= Beginning of Section =

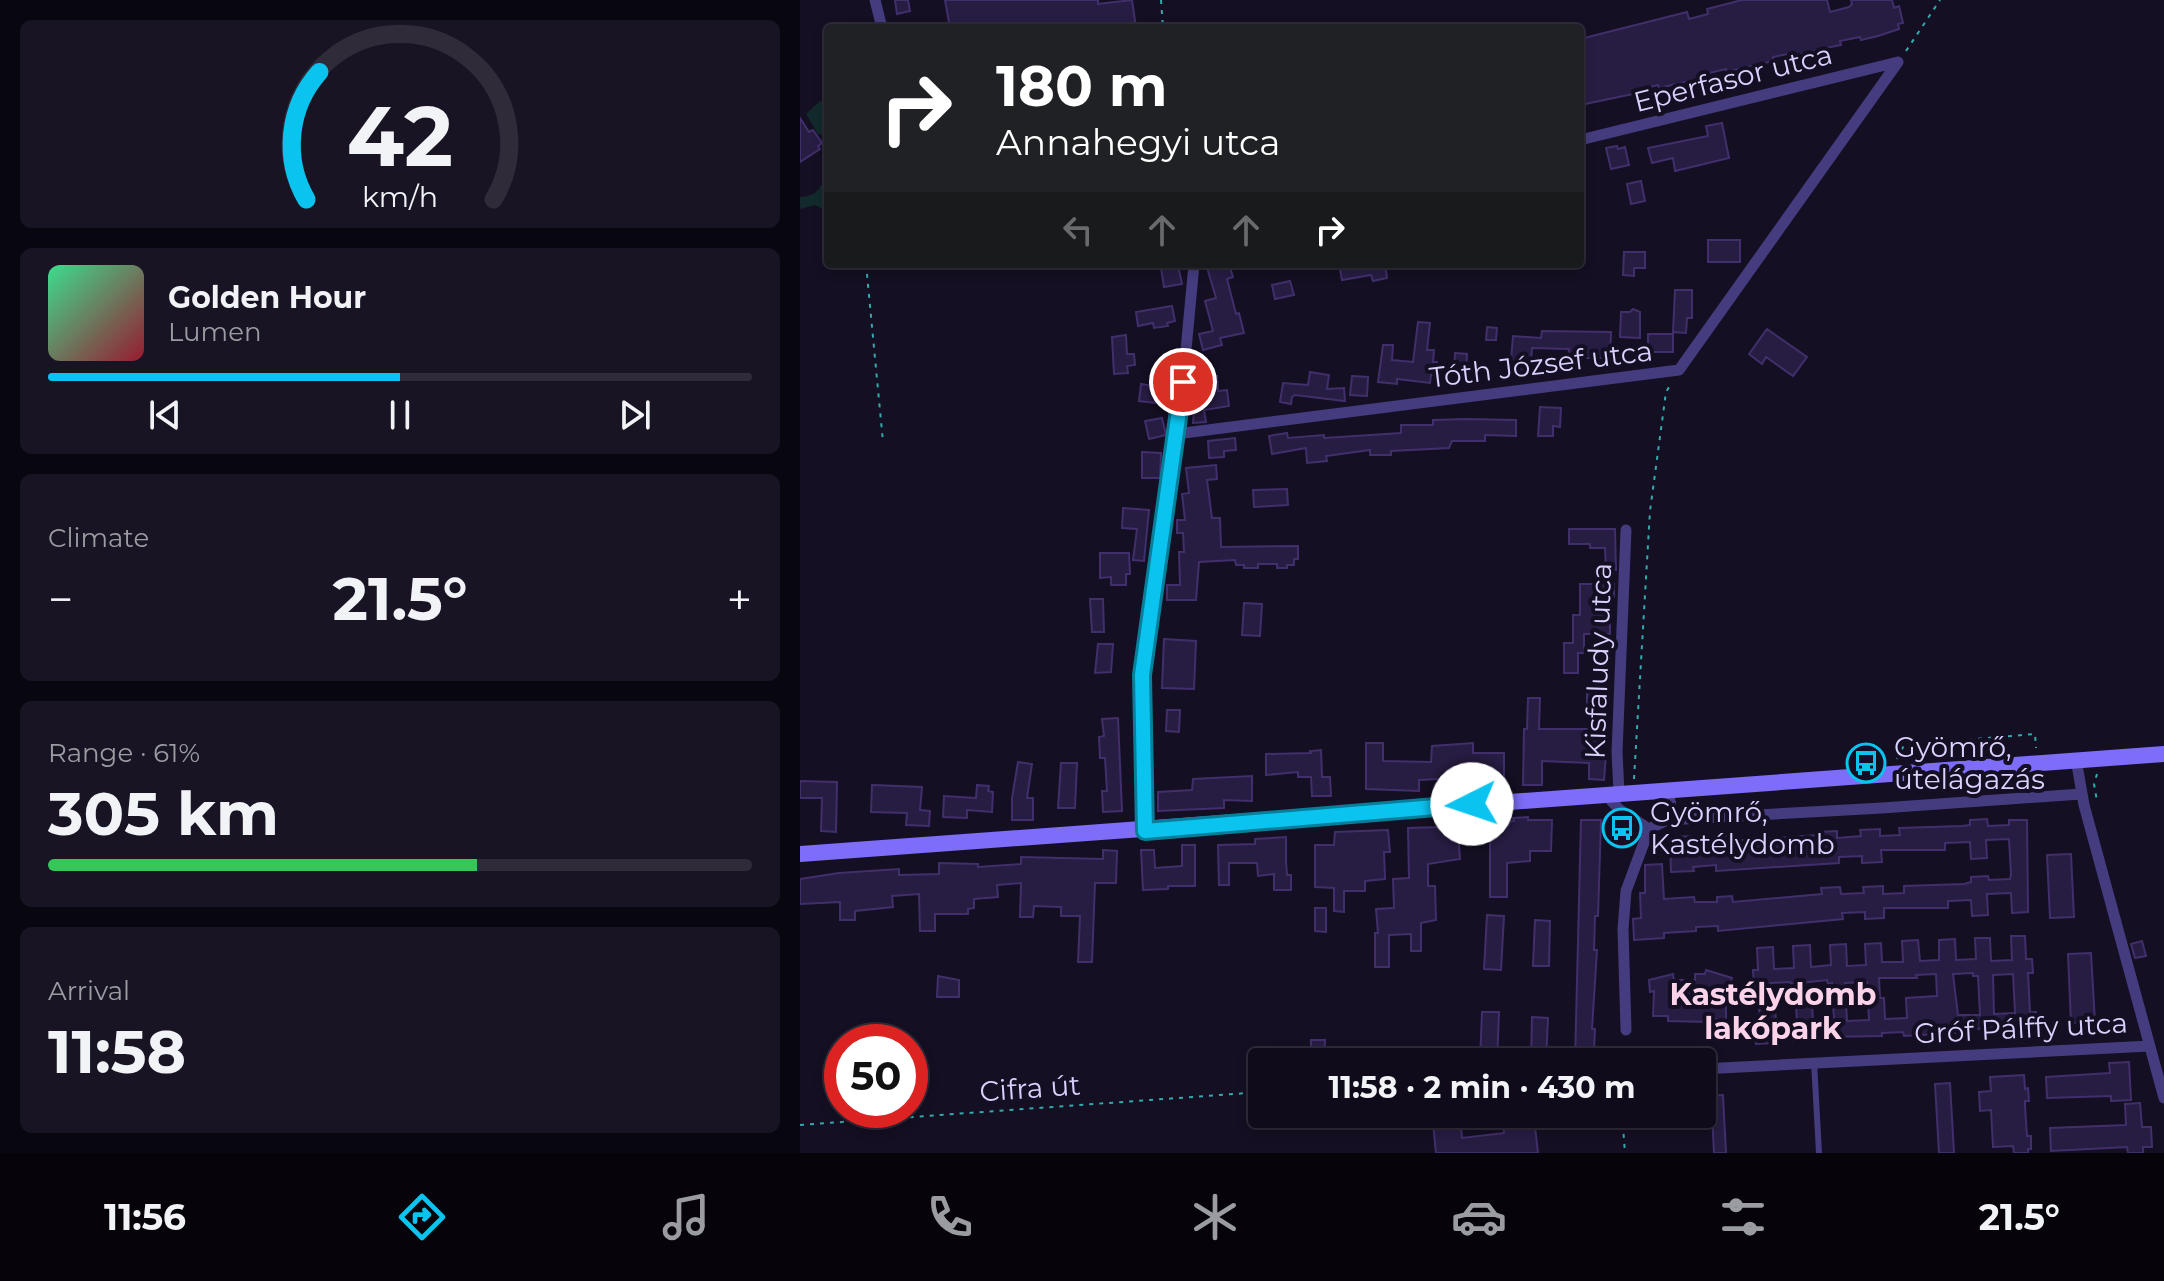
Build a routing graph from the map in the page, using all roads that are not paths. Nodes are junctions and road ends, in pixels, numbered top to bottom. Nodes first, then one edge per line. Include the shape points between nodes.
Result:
1 (875, 0) edge
2 (881, 24) edge
3 (1898, 62) joint
4 (1584, 139) edge
5 (1194, 268) edge
6 (1176, 434) junction
7 (1626, 530) dead end
8 (2164, 754) edge
9 (2076, 759) junction
10 (1673, 789) junction
11 (1620, 793) junction
12 (2082, 800) junction
13 (1667, 820) junction
14 (1649, 829) junction
15 (1145, 831) junction
16 (800, 854) edge
17 (1626, 1030) road end
18 (2150, 1046) junction
19 (1814, 1062) junction
20 (1716, 1068) edge
21 (2164, 1098) edge
22 (1819, 1153) edge

1 - 2 street
3 - 4 street, Eperfasor utca
3 - 6 street, Tóth József utca via 1679,370
5 - 6 street
6 - 15 street via 1142,675
7 - 11 street, Kisfaludy utca
8 - 9 main road
9 - 10 main road
9 - 12 street
10 - 11 main road
10 - 13 street
11 - 14 street via 1619,809
11 - 15 main road
12 - 13 street
12 - 18 street
13 - 14 street
14 - 17 street via 1626,891
15 - 16 main road
18 - 19 street, Gróf Pálffy utca
18 - 21 street
19 - 20 street, Gróf Pálffy utca
19 - 22 lane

= End of Section =

# Exercise goal:
Output all the material above exactly once more, leaving every picture out.

# Output of the exercise:
Build a routing graph from the map in the page, using all roads that are not paths. Nodes are junctions and road ends, in pixels, numbered top to bottom. Nodes first, then one edge per line. Include the shape points between nodes.
Result:
1 (875, 0) edge
2 (881, 24) edge
3 (1898, 62) joint
4 (1584, 139) edge
5 (1194, 268) edge
6 (1176, 434) junction
7 (1626, 530) dead end
8 (2164, 754) edge
9 (2076, 759) junction
10 (1673, 789) junction
11 (1620, 793) junction
12 (2082, 800) junction
13 (1667, 820) junction
14 (1649, 829) junction
15 (1145, 831) junction
16 (800, 854) edge
17 (1626, 1030) road end
18 (2150, 1046) junction
19 (1814, 1062) junction
20 (1716, 1068) edge
21 (2164, 1098) edge
22 (1819, 1153) edge

1 - 2 street
3 - 4 street, Eperfasor utca
3 - 6 street, Tóth József utca via 1679,370
5 - 6 street
6 - 15 street via 1142,675
7 - 11 street, Kisfaludy utca
8 - 9 main road
9 - 10 main road
9 - 12 street
10 - 11 main road
10 - 13 street
11 - 14 street via 1619,809
11 - 15 main road
12 - 13 street
12 - 18 street
13 - 14 street
14 - 17 street via 1626,891
15 - 16 main road
18 - 19 street, Gróf Pálffy utca
18 - 21 street
19 - 20 street, Gróf Pálffy utca
19 - 22 lane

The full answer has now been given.